Every public API endpoint you ship is a commitment. The moment a consumer integrates against it, you owe them stability. Break that commitment carelessly and you break running software in production — not a test environment, not a demo. Real users, real transactions, real fallout.

Most teams do not think about API longevity at design time. They think about getting the feature shipped. This is understandable. It is also how you end up in the situation I walked into at one company: 47 active API versions, a changelog nobody maintained, and a team paralysed before every release because nobody knew which clients still depended on which endpoints.

This post is the API design playbook I now apply from day one. It covers contract-first design, versioning strategies, backward compatibility rules, header-based deprecation signalling, and consumer-driven contract testing.


Start With the Contract, Not the Code

The most important habit in API design is to write the contract before you write the implementation. Not after. Before.

A contract-first approach means:

  1. Write the OpenAPI (or Protobuf) spec
  2. Review it with consumer teams
  3. Generate stub servers from the spec
  4. Build the implementation against the contract
  5. Validate the implementation matches the contract in CI
# openapi: 3.1.0
openapi: "3.1.0"
info:
  title: Order Service API
  version: "2.0.0"
 
paths:
  /orders/{orderId}:
    get:
      operationId: getOrder
      summary: Retrieve a single order
      parameters:
        - name: orderId
          in: path
          required: true
          schema:
            type: string
            format: uuid
      responses:
        "200":
          description: Order found
          content:
            application/json:
              schema:
                $ref: "#/components/schemas/Order"
        "404":
          description: Order not found
          content:
            application/json:
              schema:
                $ref: "#/components/schemas/ProblemDetail"
 
components:
  schemas:
    Order:
      type: object
      required: [orderId, status, createdAt]
      properties:
        orderId:
          type: string
          format: uuid
        status:
          type: string
          enum: [PENDING, CONFIRMED, SHIPPED, DELIVERED, CANCELLED]
        createdAt:
          type: string
          format: date-time
        # New optional fields can be added without a version bump
        estimatedDelivery:
          type: string
          format: date-time
          description: "Added in v2.1 — optional, absent if unknown"
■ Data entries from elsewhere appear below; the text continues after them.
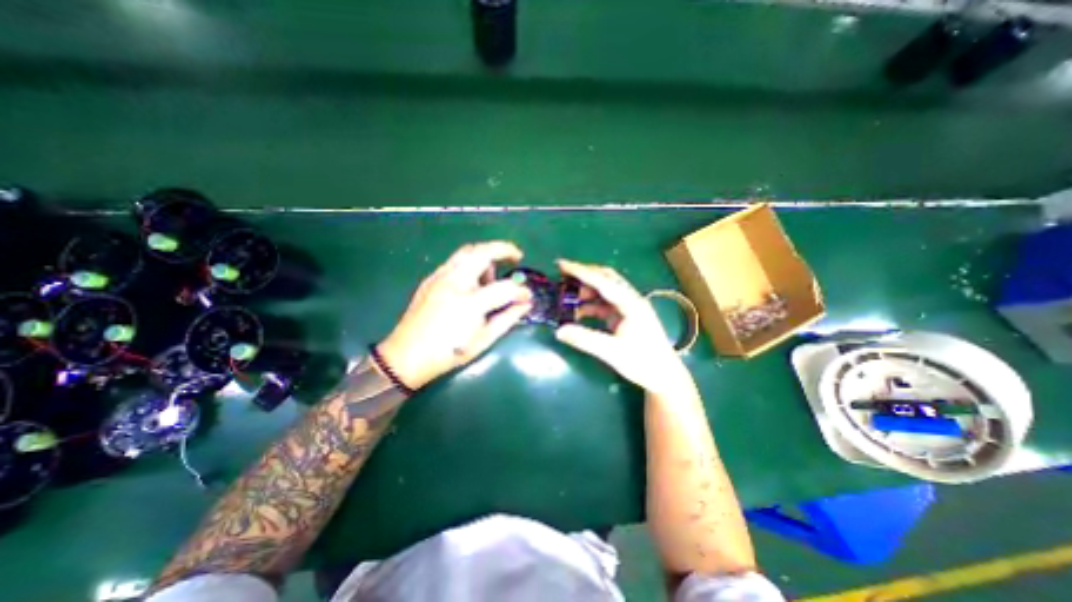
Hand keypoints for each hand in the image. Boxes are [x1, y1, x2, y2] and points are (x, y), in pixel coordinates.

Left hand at [375, 240, 532, 386]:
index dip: (521, 290)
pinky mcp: (431, 279)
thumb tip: (526, 304)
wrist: (407, 356)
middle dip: (504, 249)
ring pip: (467, 252)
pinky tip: (471, 282)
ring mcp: (440, 277)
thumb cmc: (449, 352)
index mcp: (470, 303)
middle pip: (483, 251)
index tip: (527, 296)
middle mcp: (454, 282)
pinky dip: (470, 263)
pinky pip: (455, 261)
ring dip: (486, 255)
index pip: (504, 288)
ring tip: (492, 275)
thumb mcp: (484, 340)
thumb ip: (508, 318)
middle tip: (516, 257)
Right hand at [551, 258, 694, 396]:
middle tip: (562, 275)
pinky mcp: (625, 316)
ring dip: (586, 291)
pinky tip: (577, 312)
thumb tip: (559, 331)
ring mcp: (628, 308)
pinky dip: (590, 305)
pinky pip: (604, 305)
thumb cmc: (644, 363)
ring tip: (566, 295)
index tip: (561, 264)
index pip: (602, 281)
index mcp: (631, 303)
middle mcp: (631, 300)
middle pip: (606, 278)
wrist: (664, 376)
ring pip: (604, 291)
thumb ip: (585, 340)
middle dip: (584, 274)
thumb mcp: (613, 352)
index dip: (581, 271)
The spec is the source of truth. Not a wiki. Not a Notion doc. The machine-readable spec, checked into version control alongside the code.


Versioning Strategy

There is no universally correct versioning strategy. There are trade-offs. Here are the three practical choices.

flowchart TD Question["API versioning approach?"] --> A["URL versioning\n/v1/, /v2/"] Question --> B["Header versioning\nAPI-Version: 2024-01-01"] Question --> C["Content negotiation\nAccept: application/vnd.orders.v2+json"] A --> A1["✓ Visible and debuggable\n✓ Easy to route at proxy\n✗ URL pollution\n✗ Clients must change base URL"] B --> B1["✓ Clean URLs\n✓ Date-based versions are intuitive\n✗ Harder to test in browser\n✗ Not all clients set headers"] C --> C1["✓ Most REST-pure\n✗ Complex client code\n✗ Poor tooling support"] style A fill:#DBEAFE,stroke:#3B82F6 style B fill:#D1FAE5,stroke:#10B981 style C fill:#F3F4F6,stroke:#9CA3AF

My recommendation: URL versioning for public APIs, header versioning for internal APIs.

URL versioning (/v1/orders, /v2/orders) has one decisive advantage: it is impossible to miss. Junior developers, external partners, and support staff can all see what version they are calling. Routing at the proxy is trivial. Logs are unambiguous.

Header versioning (API-Version: 2024-11-01) is preferable for internal services where you control all clients and you want to avoid cluttering URL hierarchies. Stripe's date-based approach is the best implementation of this pattern.

Avoid content negotiation for anything that is not a true hypermedia API. The complexity cost is not worth it.


Backward Compatibility Rules

Backward compatibility is not a vague principle. It has concrete rules.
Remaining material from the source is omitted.